Well these days we see a lot of post for and against (more, more) using of MySQL and DRBD as a high availability practice.

I personally think DRBD has its place but there are far more cases when other techniques would work much better for variety of reasons.
First let me start with Florian’s comments on the issue as I think they are most interested ones.

First lets get to the point what we’re comparing here – it is mainly DRBD to MySQL Replication based techniques (lets leave MySQL Cluster and Continnuent alone for a while as these are a bit from different league). It is not the question if DRBD is better than SAN – it offers more independence compared to SAN and in my view surely superior from HA point of view but this is not the point of comparison.

“Failback could destroy the original master too”, however, is plain false. DRBD won’t “destroy the original master” any more than it already was if the filesystem on top of DRBD was fried beforehand.

Let us again compare MySQL Replication to DRBD in this case – in both cases due to some reasons you can have systems to run out of sync and have conflicting updates applied to them. With DRBD you have the choice of killing one of the nodes and re-syncing from another one while with MySQL Replication you can use Maatkit to merge the changes after all, also you can review binary logs to see which updates were applied to different nodes.

Transaction log replay, yes. But fsck? These days this amounts to running a journal replay. Takes under a second in most circumstance

I would put it 10 seconds but it does not matter. The transactional log reply is likely to take much longer than that. This is very bad property of DRBD – besides the well understood overhead of committing on both nodes instead of one you also meat the tough choice – you’ve got to pick either long recovery time or further degraded performance. In the large databases I run in production relaying on MySQL Replication for HA I often have 15+ minutes reply of Innodb Transactional log which would be a huge bummer with DRBD.

I would also say this implies hidden danger – the time it will take your database to do transactional log recovery is invisible until you get a crash, meaning if your production database size growths load changes or you happen to have failure during activity of certain kind you might have it taking much longer when expected. recovery time depends on a lot of variables.

The side question about it is of course the fact you have to be picky about storage engines you’re using – DRBD does not work with MyISAM (check required) so you need to have processes to ensure your application does not uses this storage engine which may be hard to guaranty in many environments when development has too much autonomy.

I must note in this aspect however DRBD goes on par with MySQL Statement Based Replication – it is also well too easy to use MySQL features which break replication.

The failover node is a hot standby, it’s just not a running slave node from the database’s standpoint. And, nothing stops you from running two databases on two servers on two DRBD devices laid out in a “criss-cross” fashion, converging on one node in case of node failure.

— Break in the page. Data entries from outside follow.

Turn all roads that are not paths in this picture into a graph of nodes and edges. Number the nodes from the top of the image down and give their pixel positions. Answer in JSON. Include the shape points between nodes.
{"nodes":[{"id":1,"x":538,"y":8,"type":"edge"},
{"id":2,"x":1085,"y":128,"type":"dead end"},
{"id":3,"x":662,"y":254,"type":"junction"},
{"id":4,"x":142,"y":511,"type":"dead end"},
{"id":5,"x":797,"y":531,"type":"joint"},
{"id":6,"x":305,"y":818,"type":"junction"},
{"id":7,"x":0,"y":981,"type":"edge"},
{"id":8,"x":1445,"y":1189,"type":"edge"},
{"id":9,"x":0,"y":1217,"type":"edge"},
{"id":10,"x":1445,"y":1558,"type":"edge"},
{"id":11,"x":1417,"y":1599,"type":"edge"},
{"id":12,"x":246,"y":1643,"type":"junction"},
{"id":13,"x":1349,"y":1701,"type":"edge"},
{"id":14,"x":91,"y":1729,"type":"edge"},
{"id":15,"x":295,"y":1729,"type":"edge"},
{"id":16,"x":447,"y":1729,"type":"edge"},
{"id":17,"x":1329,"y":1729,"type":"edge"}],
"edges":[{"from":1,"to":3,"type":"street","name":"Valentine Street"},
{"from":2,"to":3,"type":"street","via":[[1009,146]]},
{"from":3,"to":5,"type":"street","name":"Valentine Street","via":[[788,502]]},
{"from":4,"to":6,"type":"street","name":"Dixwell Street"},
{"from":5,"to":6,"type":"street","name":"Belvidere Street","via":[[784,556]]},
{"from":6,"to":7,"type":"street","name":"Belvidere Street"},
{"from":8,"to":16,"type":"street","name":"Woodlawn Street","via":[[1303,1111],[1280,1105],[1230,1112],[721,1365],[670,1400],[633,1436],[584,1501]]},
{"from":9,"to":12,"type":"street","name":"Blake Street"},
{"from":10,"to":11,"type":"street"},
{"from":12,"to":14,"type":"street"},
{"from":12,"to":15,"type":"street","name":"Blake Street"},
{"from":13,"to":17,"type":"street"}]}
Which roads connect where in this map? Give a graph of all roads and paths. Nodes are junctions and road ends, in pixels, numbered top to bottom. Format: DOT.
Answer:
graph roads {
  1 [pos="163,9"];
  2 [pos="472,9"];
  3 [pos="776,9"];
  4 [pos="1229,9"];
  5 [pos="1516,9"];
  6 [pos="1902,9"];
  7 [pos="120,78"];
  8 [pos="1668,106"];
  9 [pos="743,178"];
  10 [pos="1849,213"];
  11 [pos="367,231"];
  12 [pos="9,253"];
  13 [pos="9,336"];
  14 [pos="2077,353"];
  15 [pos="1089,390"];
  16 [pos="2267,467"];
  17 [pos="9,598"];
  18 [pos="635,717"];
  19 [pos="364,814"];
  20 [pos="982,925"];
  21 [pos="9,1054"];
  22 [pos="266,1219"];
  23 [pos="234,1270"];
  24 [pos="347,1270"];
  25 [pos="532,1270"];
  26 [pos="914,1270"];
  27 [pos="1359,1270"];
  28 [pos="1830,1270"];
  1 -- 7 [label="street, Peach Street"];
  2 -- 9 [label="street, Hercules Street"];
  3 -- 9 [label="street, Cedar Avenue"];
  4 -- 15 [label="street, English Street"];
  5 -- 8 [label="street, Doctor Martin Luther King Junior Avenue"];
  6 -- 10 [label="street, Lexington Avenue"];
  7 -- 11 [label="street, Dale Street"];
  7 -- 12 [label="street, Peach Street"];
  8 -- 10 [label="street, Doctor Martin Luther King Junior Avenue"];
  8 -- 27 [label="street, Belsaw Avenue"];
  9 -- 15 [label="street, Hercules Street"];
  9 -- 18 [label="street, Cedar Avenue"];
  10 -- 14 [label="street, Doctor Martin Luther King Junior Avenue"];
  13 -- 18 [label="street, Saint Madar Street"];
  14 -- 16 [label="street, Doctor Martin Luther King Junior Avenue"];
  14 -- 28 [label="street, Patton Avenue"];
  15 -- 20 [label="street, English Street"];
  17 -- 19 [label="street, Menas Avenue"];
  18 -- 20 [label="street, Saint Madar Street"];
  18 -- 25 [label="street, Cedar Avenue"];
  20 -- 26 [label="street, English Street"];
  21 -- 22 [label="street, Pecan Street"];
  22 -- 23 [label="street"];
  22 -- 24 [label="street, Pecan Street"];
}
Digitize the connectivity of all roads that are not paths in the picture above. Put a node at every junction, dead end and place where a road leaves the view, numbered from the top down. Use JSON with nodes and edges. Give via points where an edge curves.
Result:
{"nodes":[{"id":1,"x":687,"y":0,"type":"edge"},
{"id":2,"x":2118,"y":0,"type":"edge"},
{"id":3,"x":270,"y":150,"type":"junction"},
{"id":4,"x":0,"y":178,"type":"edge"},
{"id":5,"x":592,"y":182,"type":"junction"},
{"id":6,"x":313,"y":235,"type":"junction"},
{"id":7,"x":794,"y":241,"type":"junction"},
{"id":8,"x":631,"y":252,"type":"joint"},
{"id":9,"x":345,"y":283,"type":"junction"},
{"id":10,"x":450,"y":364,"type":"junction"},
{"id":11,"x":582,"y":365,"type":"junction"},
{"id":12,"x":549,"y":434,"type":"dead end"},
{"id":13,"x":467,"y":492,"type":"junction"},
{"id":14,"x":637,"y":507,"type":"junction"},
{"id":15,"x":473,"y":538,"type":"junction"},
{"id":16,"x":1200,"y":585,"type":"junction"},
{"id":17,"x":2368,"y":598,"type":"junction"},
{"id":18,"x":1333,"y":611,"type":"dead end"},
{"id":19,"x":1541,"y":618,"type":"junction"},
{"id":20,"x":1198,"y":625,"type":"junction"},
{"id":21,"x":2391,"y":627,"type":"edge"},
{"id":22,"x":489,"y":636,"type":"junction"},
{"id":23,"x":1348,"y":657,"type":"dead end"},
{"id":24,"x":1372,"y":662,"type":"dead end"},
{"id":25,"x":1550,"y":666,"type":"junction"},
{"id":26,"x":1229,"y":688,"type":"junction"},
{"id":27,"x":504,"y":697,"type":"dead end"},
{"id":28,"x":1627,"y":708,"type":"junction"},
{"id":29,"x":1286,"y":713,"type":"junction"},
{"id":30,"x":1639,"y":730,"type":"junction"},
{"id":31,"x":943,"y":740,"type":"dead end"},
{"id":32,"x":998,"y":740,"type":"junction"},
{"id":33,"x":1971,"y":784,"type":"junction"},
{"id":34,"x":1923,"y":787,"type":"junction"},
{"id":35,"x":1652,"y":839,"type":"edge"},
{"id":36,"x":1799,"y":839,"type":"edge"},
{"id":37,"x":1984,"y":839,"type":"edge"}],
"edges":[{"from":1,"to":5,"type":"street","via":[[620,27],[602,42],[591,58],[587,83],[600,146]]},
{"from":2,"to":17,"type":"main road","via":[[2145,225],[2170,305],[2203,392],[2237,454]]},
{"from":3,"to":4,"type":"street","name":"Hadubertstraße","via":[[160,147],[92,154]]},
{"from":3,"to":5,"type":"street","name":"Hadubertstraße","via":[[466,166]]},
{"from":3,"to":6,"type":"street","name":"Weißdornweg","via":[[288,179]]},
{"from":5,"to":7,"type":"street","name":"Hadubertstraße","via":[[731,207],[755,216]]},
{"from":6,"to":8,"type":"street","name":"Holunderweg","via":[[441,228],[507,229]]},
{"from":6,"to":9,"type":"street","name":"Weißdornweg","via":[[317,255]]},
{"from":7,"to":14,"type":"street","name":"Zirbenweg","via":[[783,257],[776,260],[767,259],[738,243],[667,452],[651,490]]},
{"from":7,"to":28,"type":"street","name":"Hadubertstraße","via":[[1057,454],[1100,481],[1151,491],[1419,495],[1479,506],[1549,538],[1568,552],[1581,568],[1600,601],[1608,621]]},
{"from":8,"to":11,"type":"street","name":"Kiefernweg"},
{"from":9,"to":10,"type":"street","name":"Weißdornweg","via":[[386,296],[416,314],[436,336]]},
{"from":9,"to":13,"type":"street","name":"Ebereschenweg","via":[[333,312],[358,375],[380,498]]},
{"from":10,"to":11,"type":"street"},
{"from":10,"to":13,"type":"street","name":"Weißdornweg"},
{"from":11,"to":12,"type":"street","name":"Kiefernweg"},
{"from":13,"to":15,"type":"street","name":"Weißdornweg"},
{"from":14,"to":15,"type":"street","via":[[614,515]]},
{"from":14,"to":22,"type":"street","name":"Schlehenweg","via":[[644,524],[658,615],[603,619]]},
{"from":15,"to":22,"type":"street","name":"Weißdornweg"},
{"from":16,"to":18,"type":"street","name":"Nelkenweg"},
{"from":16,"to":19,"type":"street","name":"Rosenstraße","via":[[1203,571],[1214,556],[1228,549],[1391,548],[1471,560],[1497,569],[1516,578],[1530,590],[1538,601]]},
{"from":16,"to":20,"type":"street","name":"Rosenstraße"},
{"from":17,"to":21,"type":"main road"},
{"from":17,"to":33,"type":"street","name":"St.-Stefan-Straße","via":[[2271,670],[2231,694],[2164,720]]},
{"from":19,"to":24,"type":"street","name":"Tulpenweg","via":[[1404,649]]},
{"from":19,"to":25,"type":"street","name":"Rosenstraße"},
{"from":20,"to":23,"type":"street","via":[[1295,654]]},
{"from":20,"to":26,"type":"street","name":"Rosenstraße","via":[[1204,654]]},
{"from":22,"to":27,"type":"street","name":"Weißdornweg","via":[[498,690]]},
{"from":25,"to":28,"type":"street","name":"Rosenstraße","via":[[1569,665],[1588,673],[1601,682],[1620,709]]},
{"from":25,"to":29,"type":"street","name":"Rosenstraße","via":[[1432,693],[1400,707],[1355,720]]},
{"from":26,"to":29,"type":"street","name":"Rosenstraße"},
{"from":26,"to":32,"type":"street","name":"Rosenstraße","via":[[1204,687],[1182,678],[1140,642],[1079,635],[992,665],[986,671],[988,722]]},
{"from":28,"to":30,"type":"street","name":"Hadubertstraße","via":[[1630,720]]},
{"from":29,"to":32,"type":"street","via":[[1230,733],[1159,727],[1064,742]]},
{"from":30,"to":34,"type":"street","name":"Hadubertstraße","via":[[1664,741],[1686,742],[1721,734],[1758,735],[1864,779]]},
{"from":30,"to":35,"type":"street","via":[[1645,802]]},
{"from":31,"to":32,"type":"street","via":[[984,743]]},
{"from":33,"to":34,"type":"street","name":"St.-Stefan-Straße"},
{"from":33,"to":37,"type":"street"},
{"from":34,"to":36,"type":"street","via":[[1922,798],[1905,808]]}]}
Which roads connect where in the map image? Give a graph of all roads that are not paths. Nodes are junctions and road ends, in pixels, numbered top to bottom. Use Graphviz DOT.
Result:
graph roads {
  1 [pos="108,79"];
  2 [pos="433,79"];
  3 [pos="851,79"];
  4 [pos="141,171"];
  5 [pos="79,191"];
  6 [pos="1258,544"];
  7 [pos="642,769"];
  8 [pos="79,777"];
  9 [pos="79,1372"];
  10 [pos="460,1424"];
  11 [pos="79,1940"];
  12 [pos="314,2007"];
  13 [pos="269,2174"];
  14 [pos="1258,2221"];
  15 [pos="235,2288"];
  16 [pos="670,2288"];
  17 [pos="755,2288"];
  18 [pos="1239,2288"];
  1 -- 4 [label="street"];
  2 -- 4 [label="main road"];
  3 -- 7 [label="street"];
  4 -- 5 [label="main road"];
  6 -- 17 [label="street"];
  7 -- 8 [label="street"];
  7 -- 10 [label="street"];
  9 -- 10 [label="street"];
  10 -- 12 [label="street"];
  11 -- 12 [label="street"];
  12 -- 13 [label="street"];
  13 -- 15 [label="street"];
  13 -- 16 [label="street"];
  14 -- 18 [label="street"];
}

This actually goes to two topics. First – hot vs cold. If you’re using decent hardware and care about performance you use O_DIRECT with Innodb which makes it to bypass file cache. If you have it DRBD slave will be fully cold. But lets assume you’re ready to pay for yet another penalty DRBD introduce and do not use this option wast memory and CPU cycles on double caching. Even in this case DRBD slave node can’t be called hot because write load often does not touches the same data as read load. Here is simple example – assume you’re inserting the data at the same time as running reporting queries on last month. All last month will be hot on the slave which is doing reads but only last few hours will be hot on the standby box.

Running two instances on the server allows to reduce hardware waste with DRBD, though not eliminate because you get some disks which you can’t really use for anything else rather than HA. Two instances also complicate things – depending on infrastructure it can be seen as almost no complication or quite serious complication.

“Cannot do maintenance on cold standby database.”

But you can do anything you want with a database that you run off a DRBD LVM snapshot. Works on a Secondary node too.

I’m not sure Florian understood what was meant here. With MySQL Master-Master replication I can add and index on passive node, wait it to catch up and switch the roles (see another post) you can’t really do this with DRBD as this requires logical level of operation to work.

This is not to mention other things you can do with MySQL Replication, such as filtered replication or cross storage engine replication, though which are not typically used for HA purposes. Time Delayed replication is however something quite helpful for some environments. Though DRBD also could be extended to support one if needed.

Now, do not get me wrong DRBD is great, and thanks to Florian for following up and making sure myths about DRBD do not spread too wide.

So when I would recommend to use DRBD with MySQL ?

There some good reasons to use DRBD with MySQL though as I mentioned I do not view it as first choice solution.

First it is good choice for organizations which are got use to SAN based high availability solutions with active-passive management software. Quite often these guys would have be familiar with such HA concept and it would be very natural for them to use same approach for MySQL as they use for PostgreSQL for example instead of investing time to learn about MySQL Replication or just looking to keep MySQL infrastructure to be as close to one for other databases in use as possible.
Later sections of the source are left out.